Traiter de thèmes difficiles et complexes comme le féminicide (vu par ses auteurs plutôt que par ses (beaucoup trop) nombreuses victimes...), la maltraitance et la toxicité féminine, le désespoir des jeunes hommes en difficulté (ici des pupilles de la nation) et la prostitution masculine, a toujours été tout simplement suicidaire tant le non débat publique est monopolisé par les extrêmes qui ne prouvent pas franchement leur intelligence ou leur bienveillance au quotidien.
Pourtant c'est ce que fait ce film dès 1948. Car c'est un film social et politique qui alerte le public sur un problème grave de l'époque, sans porter de jugement moralisateur et sans "angélisme" non plus: l'exploitation des pupilles de la nation, de l'Assistance publique, par des individus peu scrupuleux et les conséquences des traumatismes subits.
Le synopsis est très simple: Un soir de pluie battante, dans une petite ville de la Manche, un jeune homme, Pierre, arrive de Paris pour séjourner quelques jours dans un hôtel miteux prétendant devoir se reposer à cause de problèmes de nerfs.
A partir de là, un huis clos s'installe entre:
- Le jeune homme, Pierre, rongé par le remord et la peur, mais aussi (spoil) comme on le découvrira plus tard dans le film, par ses traumatismes de l'Assistance publique.
- Marthe, une jeune femme, elle aussi de l'Assistance publique.
- Madame Mathieu, la patronne cynique de l'hôtel.

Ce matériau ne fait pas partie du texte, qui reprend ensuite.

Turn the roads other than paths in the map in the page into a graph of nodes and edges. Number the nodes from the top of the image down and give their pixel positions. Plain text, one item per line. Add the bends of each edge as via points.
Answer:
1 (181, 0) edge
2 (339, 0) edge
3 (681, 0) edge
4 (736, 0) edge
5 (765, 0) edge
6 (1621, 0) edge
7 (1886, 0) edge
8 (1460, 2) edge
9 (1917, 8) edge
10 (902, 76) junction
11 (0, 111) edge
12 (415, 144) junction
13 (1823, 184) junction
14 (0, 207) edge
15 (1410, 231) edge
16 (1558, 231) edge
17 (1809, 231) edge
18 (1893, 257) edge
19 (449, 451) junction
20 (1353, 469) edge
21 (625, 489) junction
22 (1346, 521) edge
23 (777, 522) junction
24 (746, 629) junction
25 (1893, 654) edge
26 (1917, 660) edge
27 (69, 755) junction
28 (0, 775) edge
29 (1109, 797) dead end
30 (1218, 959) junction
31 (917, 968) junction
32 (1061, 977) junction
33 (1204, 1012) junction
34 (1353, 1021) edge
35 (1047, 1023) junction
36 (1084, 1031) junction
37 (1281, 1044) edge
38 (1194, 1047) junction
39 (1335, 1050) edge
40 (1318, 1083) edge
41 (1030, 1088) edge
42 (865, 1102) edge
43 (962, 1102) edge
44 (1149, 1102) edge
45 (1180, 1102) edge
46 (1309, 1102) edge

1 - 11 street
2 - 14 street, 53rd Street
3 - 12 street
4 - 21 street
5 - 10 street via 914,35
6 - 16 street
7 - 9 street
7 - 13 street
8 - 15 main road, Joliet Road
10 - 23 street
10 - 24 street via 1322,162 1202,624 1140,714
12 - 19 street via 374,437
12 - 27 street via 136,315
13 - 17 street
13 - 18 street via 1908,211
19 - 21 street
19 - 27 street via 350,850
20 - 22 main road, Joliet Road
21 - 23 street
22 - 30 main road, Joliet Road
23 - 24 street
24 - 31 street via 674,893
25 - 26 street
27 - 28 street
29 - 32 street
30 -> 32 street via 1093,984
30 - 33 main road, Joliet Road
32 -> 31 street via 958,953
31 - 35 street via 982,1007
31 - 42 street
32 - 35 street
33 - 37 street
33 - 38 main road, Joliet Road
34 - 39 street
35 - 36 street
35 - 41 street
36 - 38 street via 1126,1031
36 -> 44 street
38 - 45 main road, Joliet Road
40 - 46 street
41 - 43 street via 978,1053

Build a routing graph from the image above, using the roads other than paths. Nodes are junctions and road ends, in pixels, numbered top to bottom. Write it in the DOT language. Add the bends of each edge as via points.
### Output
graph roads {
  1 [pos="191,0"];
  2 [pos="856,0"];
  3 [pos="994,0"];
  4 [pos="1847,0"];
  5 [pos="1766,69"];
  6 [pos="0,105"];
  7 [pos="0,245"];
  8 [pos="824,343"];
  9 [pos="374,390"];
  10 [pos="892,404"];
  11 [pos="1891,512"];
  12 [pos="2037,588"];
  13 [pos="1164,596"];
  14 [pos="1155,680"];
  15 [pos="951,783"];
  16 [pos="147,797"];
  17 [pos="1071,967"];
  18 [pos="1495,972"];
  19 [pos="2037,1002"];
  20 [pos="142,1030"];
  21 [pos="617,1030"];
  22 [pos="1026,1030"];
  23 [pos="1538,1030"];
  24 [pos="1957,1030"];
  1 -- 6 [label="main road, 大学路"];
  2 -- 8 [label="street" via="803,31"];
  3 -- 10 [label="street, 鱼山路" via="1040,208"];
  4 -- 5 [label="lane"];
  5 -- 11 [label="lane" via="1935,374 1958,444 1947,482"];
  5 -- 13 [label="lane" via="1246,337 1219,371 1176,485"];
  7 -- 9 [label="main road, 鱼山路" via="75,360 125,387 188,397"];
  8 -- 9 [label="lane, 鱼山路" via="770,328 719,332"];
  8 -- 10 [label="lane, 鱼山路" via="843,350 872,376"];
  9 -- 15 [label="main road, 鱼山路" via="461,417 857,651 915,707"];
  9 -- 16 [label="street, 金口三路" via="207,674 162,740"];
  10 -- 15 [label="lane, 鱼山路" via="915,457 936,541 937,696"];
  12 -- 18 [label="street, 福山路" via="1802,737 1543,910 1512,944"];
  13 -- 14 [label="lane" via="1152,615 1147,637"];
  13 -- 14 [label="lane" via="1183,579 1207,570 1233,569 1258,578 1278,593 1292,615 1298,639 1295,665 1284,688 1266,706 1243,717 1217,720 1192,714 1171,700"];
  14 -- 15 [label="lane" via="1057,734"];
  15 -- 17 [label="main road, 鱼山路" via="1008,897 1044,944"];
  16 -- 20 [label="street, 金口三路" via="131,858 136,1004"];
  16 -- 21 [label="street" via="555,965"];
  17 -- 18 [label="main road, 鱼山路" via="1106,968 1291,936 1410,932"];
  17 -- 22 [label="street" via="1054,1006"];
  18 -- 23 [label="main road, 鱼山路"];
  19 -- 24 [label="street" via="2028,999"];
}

- Un autre jeune homme de l'Assistance publique, lui aussi, exploité et occasionnellement battu par Madame Mathieu.
- Madame Curlier, une femme d'industriel qui détourne le jeune homme de l'Assistance publique.
- Et enfin, Fred, héroïnomane et ancien amant, avec Pierre, de la cantatrice.
- La cantatrice, personnage absent (pour une raison que l'on découvre dans le film) est pourtant belle et bien présente tout le long, au côté de Pierre et des autres, usant peu à peu la santé mentale déjà vacillante de Pierre.
Les autres personnages, bien que moins mis en avant dans l'intrigue, apportent de l'épaisseur à la narration. Ils rendent l'histoire d'Une si jolie petite plage, plus crédible et vivante. Ainsi l'on a un voyageur de commerce qui se plaint de ne pas pouvoir participer à l'anniversaire de son jeune fils. Un vieillard sénile, un chauffeur de taxi...
La pluie omniprésente et le disque de la cantatrice, qui reviennent en boucle, contribuent à accentuer l'impression d'enfermement de Pierre qui sombre petit à petit dans la paranoïa.
Il trouvera cependant un peu de paix auprès de Marthe, les deux tomberont amoureux d'un amour impossible, mais aussi en tentant de sauver le jeune homme de l'Assistance publique d'une vie semblable à la sienne, et du chauffeur de taxi avec qui il deviendra bon camarade.
Cependant, Fred, Madame Curlier et Madame Mathieu, pousseront quant à eux, pour diverses raisons, Pierre dans la dépression.
Sans être très originale, j'ai vraiment aimé l'écriture et la diversité des personnages féminins, elles sont montrées dominatrices (la bourgeoise - Madame Curlier- et la cantatrice détournent toutes les deux les jeunes hommes mineurs de l'Assistance), cyniques (la patronne de l'hôtel -Madame Mathieu- se réjouit ouvertement de l'arrivée des malades venus se faire soigner dans la région, ce qui est bon pour ses affaires...), mais aussi tendres, courageuses et désintéressées (Marthe, qui tombera amoureuse de Pierre et fera tout son possible pour le sauver).
Si Une si jolie petite plage n'est pas un grand film, que l'écriture des personnages n'est pas franchement novatrice et que l'on devine très rapidement les tenants et aboutissants de leur histoire, il reste que c'est un film noir très bien réalisé à l'ambiance parfaitement maîtrisée, le malaise que ressent Pierre tout le long est palpable et parfaitement transmis au spectateur, malaise qui est toutefois ponctué de moment de sérénité et de mélancolie quand Pierre passe du temps avec Marthe dans la cabane ou quand il tente de sympathiser avec le jeune homme sur la plage. L'immoralité de Fred, véritable prédateur, elle aussi, est parfaitement rendue. La rudesse rugueuse des autres personnages accentue encore le sentiment de détresse, l'atmosphère d'anxiété, d'insécurité sociale, qui se développe et s'étoffe tout le long du film. La culpabilité que porte Pierre, fardeau insupportable (car le fait qu'il ait particulièrement souffert ne le dédouane aucunement et c'est aussi bien montré dans le film que le reste) me fait penser à certaine fable d'Edgard Allan Poe où le protagoniste tombe lui aussi dans le dégout insupportable de lui même et de la vie.